You know that point in life when you start to get less obsessed with your accomplishments and more interested in the visual effects of the world abounding? I’m in that place. I’m in excavation at the moment. I have busted through some icebergian frosting that had its iron fist around my walled up heart. Fear. Panic. Anxiety. Like being watched from some small camera eyes in the boughs of the trees above. That’s what it felt like. Instead of turn to compost I took that blackened swathed body in a Range Rover with extraordinary friend and sister, Libby Weintraub, to an area in the woods of Long Island called East Hampton. It was there that I saw ancient stars dialing across an ancient sky and remembered what it was like to be still. I remembered what it was like to watch, and receive, and to come through the membrane to the other side.

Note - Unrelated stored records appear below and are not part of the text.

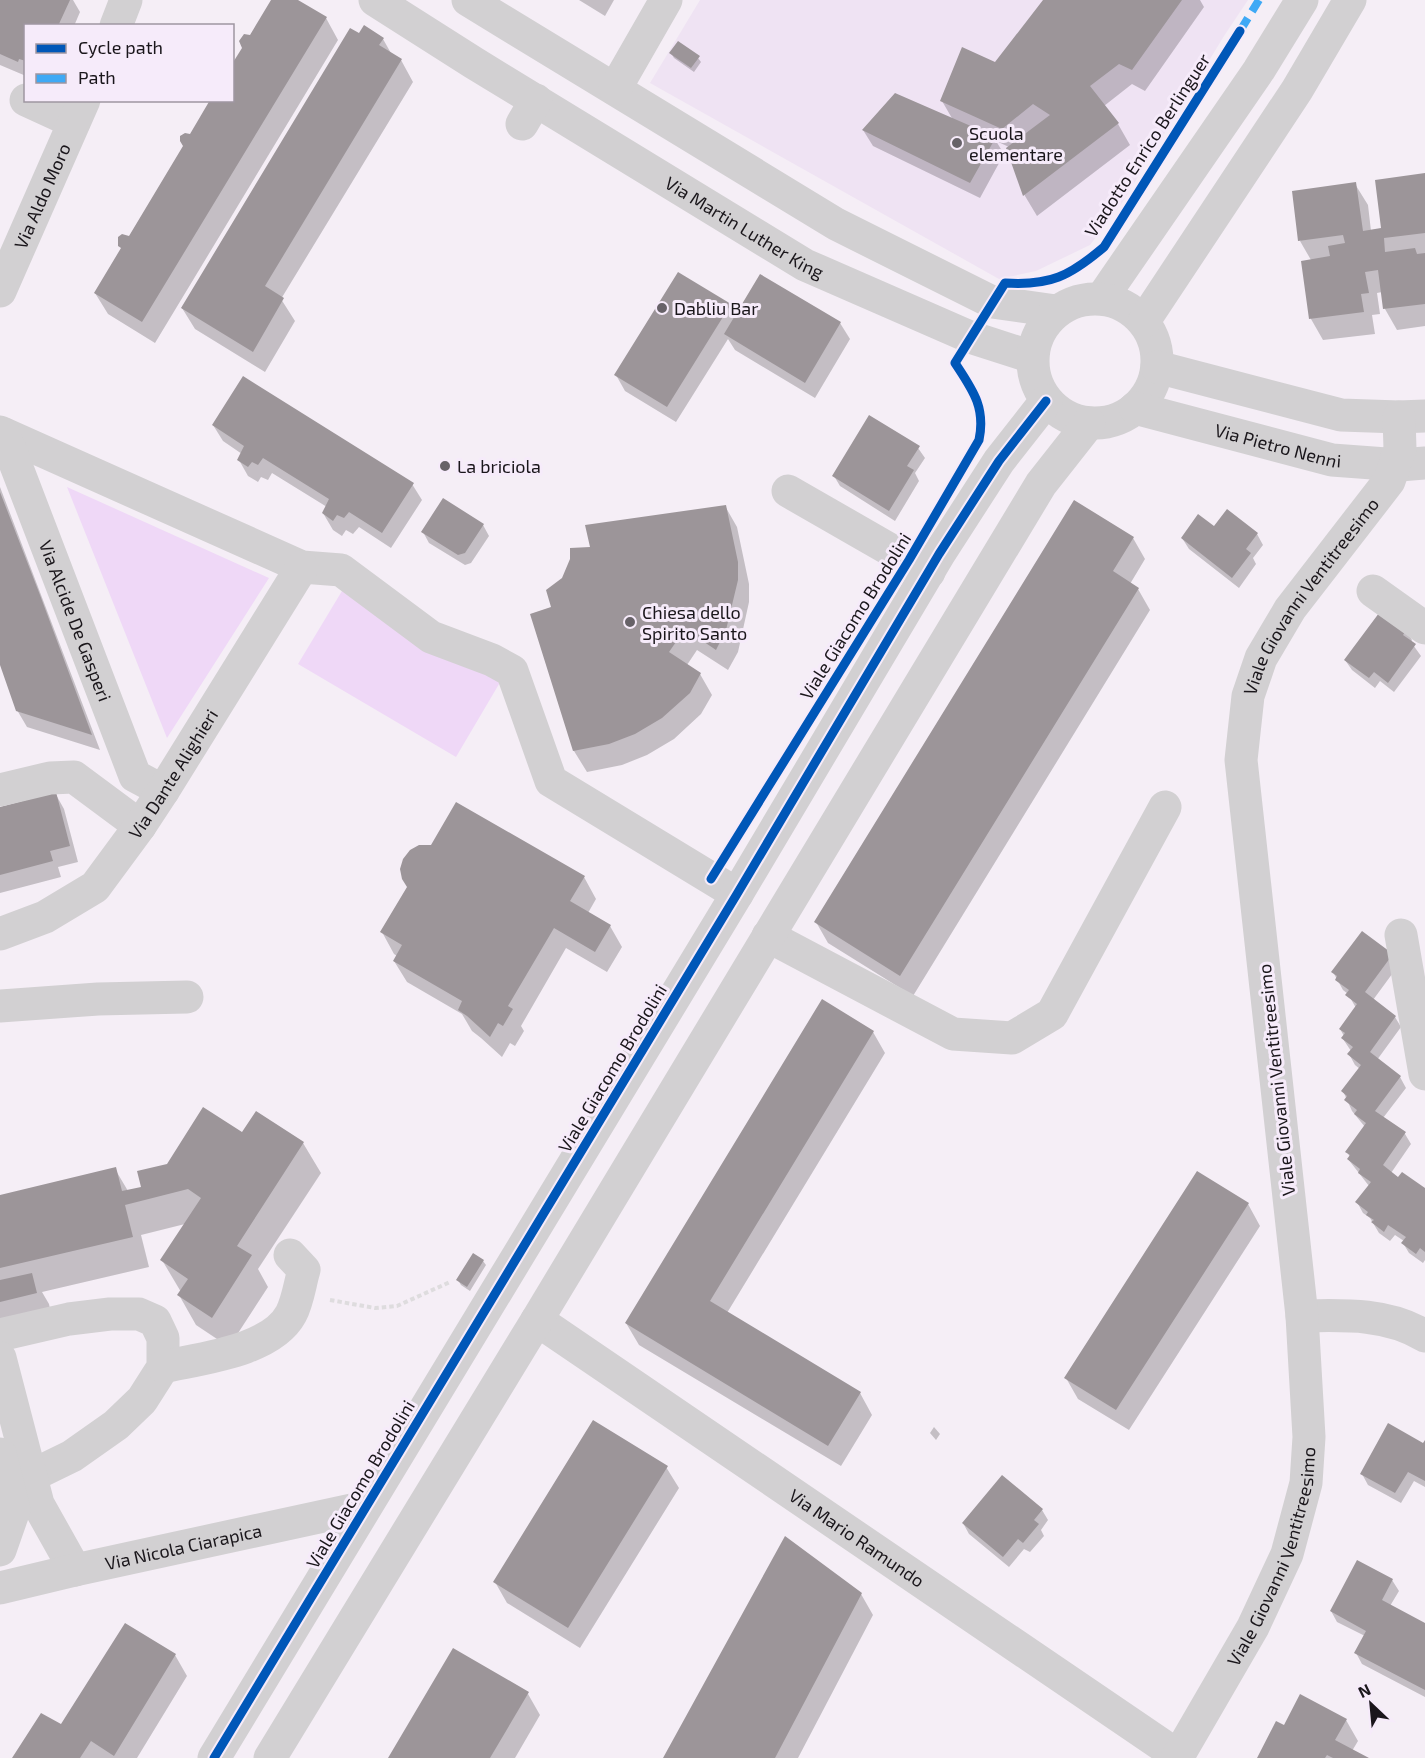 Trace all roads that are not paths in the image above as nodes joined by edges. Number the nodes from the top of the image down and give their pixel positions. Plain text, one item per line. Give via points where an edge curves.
1 (126, 0) edge
2 (375, 0) edge
3 (468, 0) edge
4 (666, 0) edge
5 (1302, 0) edge
6 (1350, 0) edge
7 (503, 21) junction
8 (117, 24) edge
9 (474, 63) junction
10 (1259, 70) junction
11 (0, 88) edge
12 (615, 89) junction
13 (1297, 90) junction
14 (24, 99) edge
15 (36, 102) edge
16 (79, 111) edge
17 (0, 291) edge
18 (1102, 298) junction
19 (1056, 311) junction
20 (1144, 321) junction
21 (1032, 357) junction
22 (1157, 367) junction
23 (1046, 401) junction
24 (1135, 408) junction
25 (1412, 417) edge
26 (1089, 423) junction
27 (2, 433) edge
28 (1410, 464) edge
29 (788, 491) dead end
30 (302, 567) junction
31 (929, 572) junction
32 (1373, 591) dead end
33 (1425, 628) edge
34 (0, 790) edge
35 (163, 791) junction
36 (1165, 807) dead end
37 (140, 826) junction
38 (737, 894) junction
39 (0, 934) edge
40 (1401, 935) dead end
41 (768, 936) junction
42 (187, 997) dead end
43 (0, 1006) edge
44 (1425, 1074) edge
45 (290, 1255) dead end
46 (1302, 1316) junction
47 (537, 1320) junction
48 (0, 1335) edge
49 (1425, 1336) edge
50 (0, 1358) edge
51 (163, 1367) junction
52 (9, 1473) edge
53 (365, 1508) junction
54 (0, 1550) edge
55 (75, 1570) junction
56 (0, 1588) edge
57 (1177, 1757) edge
58 (214, 1758) edge
59 (270, 1758) edge

1 - 8 street
2 - 9 street, Via Martin Luther King
3 - 7 street
4 - 12 street
5 - 10 street
6 - 13 street
7 - 9 street
7 - 12 street
9 - 21 street, Via Martin Luther King via 529,112 596,154 805,265 970,337
10 - 13 street
10 - 18 street
11 - 14 street
12 - 19 street via 836,224 992,302
13 - 20 street
15 - 16 street
16 - 17 street, Via Aldo Moro
18 - 19 street via 1086,298
18 - 20 street via 1118,302
19 - 21 street via 1035,340
20 - 22 street via 1152,335
21 - 23 street via 1033,373
22 - 24 street via 1154,382
22 - 25 street via 1341,415
23 - 26 street via 1065,416
23 - 31 street, Viale Giacomo Brodolini via 999,461
24 - 26 street via 1106,422
24 - 28 street, Via Pietro Nenni via 1332,460
25 - 28 street, Viale Giovanni Ventitreesimo via 1400,449
26 - 41 street via 1041,484
27 - 30 street, Via Alcide De Gasperi
27 - 35 street, Via Alcide De Gasperi via 135,776
28 - 46 street, Viale Giovanni Ventitreesimo via 1389,480 1290,609 1261,658 1248,696 1241,760
29 - 31 street
30 - 35 street, Via Dante Alighieri
30 - 38 street, Via Alcide De Gasperi via 341,570 432,637 512,671 551,781
31 - 38 street, Viale Giacomo Brodolini
32 - 33 street
34 - 37 street via 50,778 74,777
35 - 37 street, Via Dante Alighieri
36 - 41 street via 1052,1014 1012,1038 953,1034
37 - 39 street, Via Dante Alighieri via 95,886 45,917
38 - 53 street, Viale Giacomo Brodolini
40 - 44 street
41 - 47 street
42 - 43 street
45 - 51 street via 304,1270 292,1313 277,1333 252,1346
46 - 49 street via 1357,1315 1410,1326
46 - 57 street, Viale Giovanni Ventitreesimo via 1309,1437 1306,1483 1287,1554 1253,1627
47 - 57 street, Via Mario Ramundo
47 - 59 street
48 - 51 street via 69,1319 139,1314 155,1321 164,1338
50 - 52 street
51 - 52 street via 142,1400 116,1425 72,1456
52 - 54 street via 14,1510
52 - 55 street via 38,1504
53 - 55 street, Via Nicola Ciarapica
53 - 58 street, Viale Giacomo Brodolini
55 - 56 street, Via Nicola Ciarapica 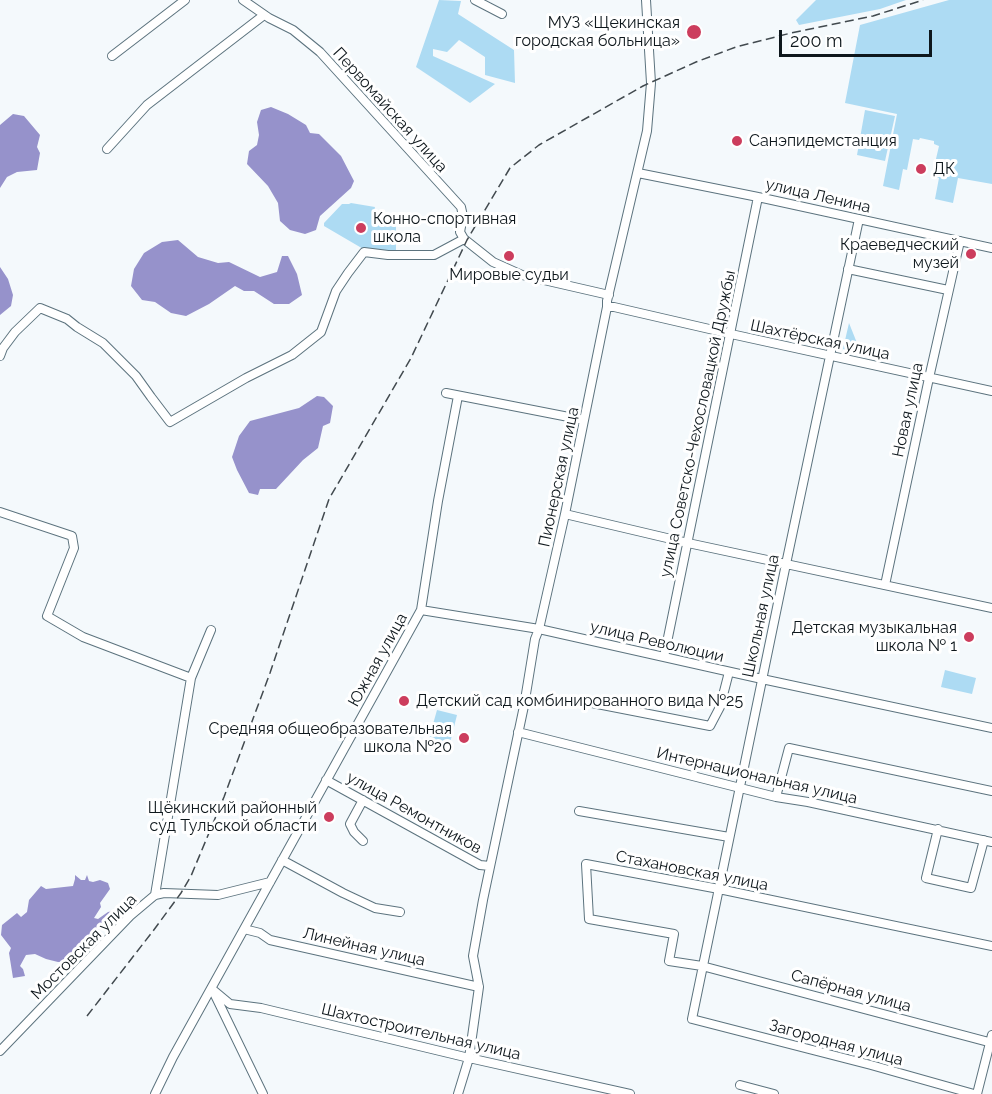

I saw that I was crusted with something I did not need anymore, and that I was pink and white and new again. I’ve had this experience before; the crumbling, the pink mollusc-like being that emerges so vulnerably after. I write about it in my book in fact, you might remember that.
It’s like limestone, a gray dried mud of a plaster casing, with bits of root and dry tendrils too. Gross, huh. And yet people LIVE in it. I was living in it. Notice how I have not been writing. Notice how I have not been really being. There has been a lot of distraction, as if I’ve been looking oblong, sidelong, walking with my head turned away. Weird. It was by being around somebody else who was cracked open, someone such as Libby, which catalyzed the rapidity of my re-emergence. I’ve found myself back in that dimension where time slows down – it sped up during my distraction. My extraction from It all – and am in the glorious joyousness of being conscious again. I woke up! And this is an awesome level, this one. The dimension is wacky – kind of odd. Fireworks go off in my vicinity; I see things like tiny men as high as my knees waiting to be let into apartments, and only later begin to wonder how he might have reached the buzzer? I see strange new buildings, as if the future just opened rapidly, and everything is un-usual. Suddenly the world begins to reveal itself to me, and I am back in business!! My witch-hood hath returned! The Future Has Arrived!!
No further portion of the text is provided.